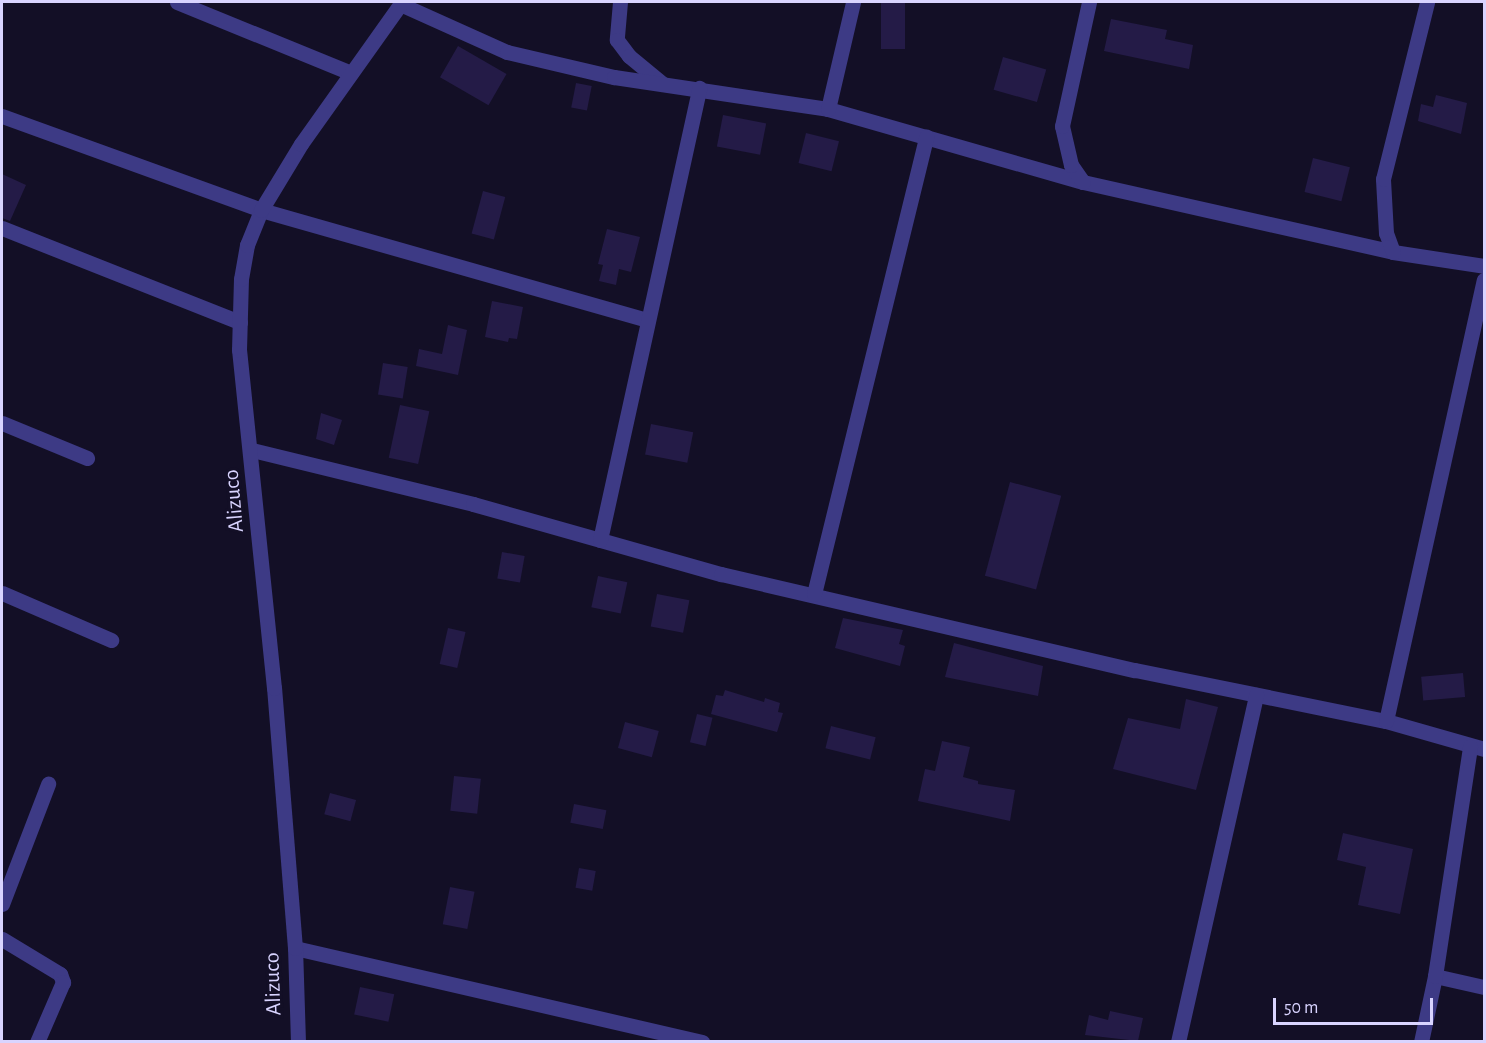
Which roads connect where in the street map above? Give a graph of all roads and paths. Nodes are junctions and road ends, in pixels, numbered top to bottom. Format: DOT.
graph roads {
  1 [pos="177,2"];
  2 [pos="620,2"];
  3 [pos="853,2"];
  4 [pos="1089,2"];
  5 [pos="1427,2"];
  6 [pos="401,3"];
  7 [pos="351,73"];
  8 [pos="663,84"];
  9 [pos="699,88"];
  10 [pos="828,109"];
  11 [pos="2,116"];
  12 [pos="927,137"];
  13 [pos="1083,182"];
  14 [pos="261,210"];
  15 [pos="2,228"];
  16 [pos="1393,252"];
  17 [pos="1485,266"];
  18 [pos="1485,280"];
  19 [pos="648,320"];
  20 [pos="240,322"];
  21 [pos="2,423"];
  22 [pos="252,450"];
  23 [pos="87,458"];
  24 [pos="600,540"];
  25 [pos="2,593"];
  26 [pos="814,594"];
  27 [pos="111,640"];
  28 [pos="1256,695"];
  29 [pos="1386,721"];
  30 [pos="1478,748"];
  31 [pos="48,784"];
  32 [pos="2,904"];
  33 [pos="2,939"];
  34 [pos="295,948"];
  35 [pos="1435,976"];
  36 [pos="1485,987"];
  37 [pos="37,1041"];
  38 [pos="298,1041"];
  39 [pos="702,1041"];
  40 [pos="1178,1041"];
  41 [pos="1421,1041"];
  1 -- 7 [label="street"];
  2 -- 8 [label="street"];
  3 -- 10 [label="street"];
  4 -- 13 [label="street"];
  5 -- 16 [label="street"];
  6 -- 7 [label="street, Alizuco"];
  6 -- 8 [label="street"];
  7 -- 14 [label="street, Alizuco"];
  8 -- 9 [label="street"];
  9 -- 10 [label="street"];
  9 -- 19 [label="street"];
  10 -- 12 [label="street"];
  11 -- 14 [label="street"];
  12 -- 13 [label="street"];
  12 -- 26 [label="street"];
  13 -- 16 [label="street"];
  14 -- 19 [label="street"];
  14 -- 20 [label="street, Alizuco"];
  15 -- 20 [label="street"];
  16 -- 17 [label="street"];
  18 -- 29 [label="street"];
  19 -- 24 [label="street"];
  20 -- 22 [label="street, Alizuco"];
  21 -- 23 [label="street"];
  22 -- 24 [label="street"];
  22 -- 34 [label="street, Alizuco"];
  24 -- 26 [label="street"];
  25 -- 27 [label="street"];
  26 -- 28 [label="street"];
  28 -- 29 [label="street"];
  28 -- 40 [label="street"];
  29 -- 30 [label="street"];
  30 -- 35 [label="street"];
  31 -- 32 [label="street"];
  33 -- 37 [label="street"];
  34 -- 38 [label="street, Alizuco"];
  34 -- 39 [label="street"];
  35 -- 36 [label="street"];
  35 -- 41 [label="street"];
}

• **TASK GOAL**
The answer is a count and nothing more: lines above that contain "Alizuco".

• **SOLVED EXERCISE**
6